Select your source code repository (e.g. Github)

Grant it access to your repository and set the following:
Build command: gridsome build
Publish directory: dist

Forestry

Forestry provides a CMS (content management system) on top of that source control.

Forestry saves its own config and the posts/pages you create, and images you upload, to the repository as commits.

To get started after signing up we can import the same repository as before:

  1. Click add site
  2. Select "Other" for Gridsome
  3. Select your git provider (e.g. Github)
  4. Sign in & allow
  5. Select your repository and branch

With this repository configured we can create new blog posts:

Blog pages are an arbitrary definition created by us. It is based on the .forestry folder in the repository. The forestry blog template is what defines the inputs. The vue blog post template is what uses those inputs to make a common page layout. Where blog posts are stored (in our case, in the blog folder in the repository) is defined in the sidebar:


And ultimately that config too is saved to the repository settings.yml as defined here.

Everything we change is synced back to the repository as commits.

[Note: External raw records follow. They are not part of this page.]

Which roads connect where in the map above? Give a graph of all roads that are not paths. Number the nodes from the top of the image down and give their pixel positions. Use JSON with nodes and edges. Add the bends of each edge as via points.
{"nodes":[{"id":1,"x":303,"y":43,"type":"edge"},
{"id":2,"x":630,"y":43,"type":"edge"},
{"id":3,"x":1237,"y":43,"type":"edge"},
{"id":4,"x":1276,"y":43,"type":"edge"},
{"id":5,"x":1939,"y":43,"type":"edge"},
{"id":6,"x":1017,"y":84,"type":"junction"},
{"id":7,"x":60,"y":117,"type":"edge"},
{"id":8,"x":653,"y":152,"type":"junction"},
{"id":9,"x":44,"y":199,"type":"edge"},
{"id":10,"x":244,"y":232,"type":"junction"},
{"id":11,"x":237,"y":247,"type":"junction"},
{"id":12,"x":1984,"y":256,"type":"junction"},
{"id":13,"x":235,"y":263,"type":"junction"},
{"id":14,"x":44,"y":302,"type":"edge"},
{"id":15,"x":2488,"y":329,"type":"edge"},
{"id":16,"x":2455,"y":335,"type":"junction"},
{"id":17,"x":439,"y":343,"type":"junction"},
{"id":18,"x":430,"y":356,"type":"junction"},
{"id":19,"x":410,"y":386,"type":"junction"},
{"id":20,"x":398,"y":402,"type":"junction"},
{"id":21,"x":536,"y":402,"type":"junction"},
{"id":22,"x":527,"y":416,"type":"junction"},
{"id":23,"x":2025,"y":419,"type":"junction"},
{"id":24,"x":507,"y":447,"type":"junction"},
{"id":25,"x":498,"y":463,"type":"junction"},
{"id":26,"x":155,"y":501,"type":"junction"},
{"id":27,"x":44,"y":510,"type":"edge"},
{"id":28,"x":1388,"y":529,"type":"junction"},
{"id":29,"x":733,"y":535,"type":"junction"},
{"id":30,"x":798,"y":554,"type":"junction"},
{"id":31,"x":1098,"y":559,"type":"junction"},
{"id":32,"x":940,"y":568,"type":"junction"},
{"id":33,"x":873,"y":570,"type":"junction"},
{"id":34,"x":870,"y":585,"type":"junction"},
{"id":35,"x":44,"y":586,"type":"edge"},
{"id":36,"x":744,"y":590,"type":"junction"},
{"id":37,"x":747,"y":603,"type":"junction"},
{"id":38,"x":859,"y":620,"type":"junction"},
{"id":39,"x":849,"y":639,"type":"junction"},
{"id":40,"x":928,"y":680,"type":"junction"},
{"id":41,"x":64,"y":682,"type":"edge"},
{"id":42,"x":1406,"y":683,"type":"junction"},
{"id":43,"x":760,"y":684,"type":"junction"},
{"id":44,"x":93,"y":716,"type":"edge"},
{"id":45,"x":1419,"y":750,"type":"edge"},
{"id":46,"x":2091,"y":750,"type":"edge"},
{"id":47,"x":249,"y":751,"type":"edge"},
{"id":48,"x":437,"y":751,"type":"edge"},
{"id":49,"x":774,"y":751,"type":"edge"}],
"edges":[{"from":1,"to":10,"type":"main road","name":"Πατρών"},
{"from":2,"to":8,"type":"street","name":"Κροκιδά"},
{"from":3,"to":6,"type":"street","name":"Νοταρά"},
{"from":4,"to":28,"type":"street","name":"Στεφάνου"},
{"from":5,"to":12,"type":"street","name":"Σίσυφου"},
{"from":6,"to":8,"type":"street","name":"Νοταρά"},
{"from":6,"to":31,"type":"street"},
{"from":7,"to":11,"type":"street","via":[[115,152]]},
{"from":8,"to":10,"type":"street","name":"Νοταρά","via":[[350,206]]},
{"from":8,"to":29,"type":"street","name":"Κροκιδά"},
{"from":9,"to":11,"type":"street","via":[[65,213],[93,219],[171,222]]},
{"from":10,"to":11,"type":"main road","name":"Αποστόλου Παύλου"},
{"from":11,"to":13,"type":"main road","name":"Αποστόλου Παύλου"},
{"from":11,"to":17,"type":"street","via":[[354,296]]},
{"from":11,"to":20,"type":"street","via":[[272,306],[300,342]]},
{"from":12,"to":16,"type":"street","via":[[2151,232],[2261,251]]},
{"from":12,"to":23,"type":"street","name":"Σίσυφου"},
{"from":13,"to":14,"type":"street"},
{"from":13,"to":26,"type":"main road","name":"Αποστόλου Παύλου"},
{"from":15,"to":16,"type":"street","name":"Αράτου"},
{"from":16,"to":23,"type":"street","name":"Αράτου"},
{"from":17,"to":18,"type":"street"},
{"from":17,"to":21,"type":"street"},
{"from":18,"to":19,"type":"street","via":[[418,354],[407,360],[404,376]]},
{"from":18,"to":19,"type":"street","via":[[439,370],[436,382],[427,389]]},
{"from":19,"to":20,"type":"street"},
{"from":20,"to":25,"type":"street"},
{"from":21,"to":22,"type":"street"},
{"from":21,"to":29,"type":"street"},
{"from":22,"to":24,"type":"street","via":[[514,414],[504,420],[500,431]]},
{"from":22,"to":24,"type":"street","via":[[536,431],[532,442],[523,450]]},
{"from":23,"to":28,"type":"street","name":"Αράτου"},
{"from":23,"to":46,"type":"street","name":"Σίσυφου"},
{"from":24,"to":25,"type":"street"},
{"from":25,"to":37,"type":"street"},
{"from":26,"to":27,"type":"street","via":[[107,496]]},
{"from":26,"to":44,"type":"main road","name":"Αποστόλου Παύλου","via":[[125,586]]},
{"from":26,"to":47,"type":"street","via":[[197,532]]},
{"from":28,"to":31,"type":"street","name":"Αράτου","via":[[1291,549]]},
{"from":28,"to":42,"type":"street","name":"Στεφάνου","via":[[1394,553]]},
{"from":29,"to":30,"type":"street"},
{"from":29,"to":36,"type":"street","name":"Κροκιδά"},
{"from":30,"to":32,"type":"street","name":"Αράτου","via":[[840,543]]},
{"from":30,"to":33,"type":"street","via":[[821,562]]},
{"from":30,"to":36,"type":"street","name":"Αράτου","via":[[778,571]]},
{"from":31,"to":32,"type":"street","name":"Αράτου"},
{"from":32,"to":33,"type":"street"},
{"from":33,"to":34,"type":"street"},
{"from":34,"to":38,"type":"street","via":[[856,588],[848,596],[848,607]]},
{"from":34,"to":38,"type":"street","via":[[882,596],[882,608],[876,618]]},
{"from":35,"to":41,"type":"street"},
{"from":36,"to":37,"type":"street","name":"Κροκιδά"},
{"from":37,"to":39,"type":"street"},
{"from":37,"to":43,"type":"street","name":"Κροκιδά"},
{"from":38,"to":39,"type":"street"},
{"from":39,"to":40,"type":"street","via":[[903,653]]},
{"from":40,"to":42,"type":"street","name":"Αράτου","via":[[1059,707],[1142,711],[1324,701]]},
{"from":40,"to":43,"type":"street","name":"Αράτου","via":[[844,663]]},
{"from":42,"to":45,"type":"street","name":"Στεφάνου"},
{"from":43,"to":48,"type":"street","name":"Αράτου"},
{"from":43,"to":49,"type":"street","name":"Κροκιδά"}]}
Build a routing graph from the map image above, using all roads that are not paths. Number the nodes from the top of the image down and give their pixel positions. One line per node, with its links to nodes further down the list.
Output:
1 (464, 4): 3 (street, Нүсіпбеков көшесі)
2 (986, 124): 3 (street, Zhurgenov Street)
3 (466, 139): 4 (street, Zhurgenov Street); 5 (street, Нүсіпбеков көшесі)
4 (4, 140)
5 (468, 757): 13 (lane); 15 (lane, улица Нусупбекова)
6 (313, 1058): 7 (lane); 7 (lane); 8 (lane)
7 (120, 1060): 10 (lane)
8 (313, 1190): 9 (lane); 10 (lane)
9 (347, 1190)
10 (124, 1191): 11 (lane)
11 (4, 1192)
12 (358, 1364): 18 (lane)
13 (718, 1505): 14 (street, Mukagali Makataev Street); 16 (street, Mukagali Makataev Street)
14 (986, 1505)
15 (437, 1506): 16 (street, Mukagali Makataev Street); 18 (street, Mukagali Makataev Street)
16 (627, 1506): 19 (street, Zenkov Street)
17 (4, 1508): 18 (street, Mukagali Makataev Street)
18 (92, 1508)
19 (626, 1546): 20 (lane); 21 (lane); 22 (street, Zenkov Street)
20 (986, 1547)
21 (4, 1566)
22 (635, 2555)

As I upload images using this CMS to put into this post they are committed to the repository as well, uploaded to the configured uploads folder.

Connecting the Dots

As changes are applied in Forestry, commits are generated to the repository, and builds are triggered in Netlify. These builds are published and the website is updated for all to see.

We get:

  • CMS without a webserver with an admin page or a database
  • CI/CD without servers to maintain
  • Certificates through LetsEncrypt automagically
  • A static webpage deployment
  • CDN
  • Nginx/webserver features (like forwarding, edge functions, form submissions) without a webserver
  • Auto reloading development environment with Gridsome

By just plugging these two services into the same github repository.

Both the Forestry and Netlify plans I use are free.

A .com domain costs about $12/year or $1/month.